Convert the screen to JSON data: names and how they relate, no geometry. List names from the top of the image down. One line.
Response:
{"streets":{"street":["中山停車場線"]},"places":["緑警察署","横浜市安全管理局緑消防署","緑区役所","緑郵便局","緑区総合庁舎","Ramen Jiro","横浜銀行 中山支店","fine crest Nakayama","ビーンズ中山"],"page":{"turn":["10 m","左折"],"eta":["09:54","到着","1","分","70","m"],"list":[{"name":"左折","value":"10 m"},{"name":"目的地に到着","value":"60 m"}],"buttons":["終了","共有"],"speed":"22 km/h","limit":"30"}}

EXERCISE DETAILS: Word for word, write out all of the data above.

REPLY TO THE TASK:
Convert the screen to JSON data: names and how they relate, no geometry. List names from the top of the image down. One line.
Response:
{"streets":{"street":["中山停車場線"]},"places":["緑警察署","横浜市安全管理局緑消防署","緑区役所","緑郵便局","緑区総合庁舎","Ramen Jiro","横浜銀行 中山支店","fine crest Nakayama","ビーンズ中山"],"page":{"turn":["10 m","左折"],"eta":["09:54","到着","1","分","70","m"],"list":[{"name":"左折","value":"10 m"},{"name":"目的地に到着","value":"60 m"}],"buttons":["終了","共有"],"speed":"22 km/h","limit":"30"}}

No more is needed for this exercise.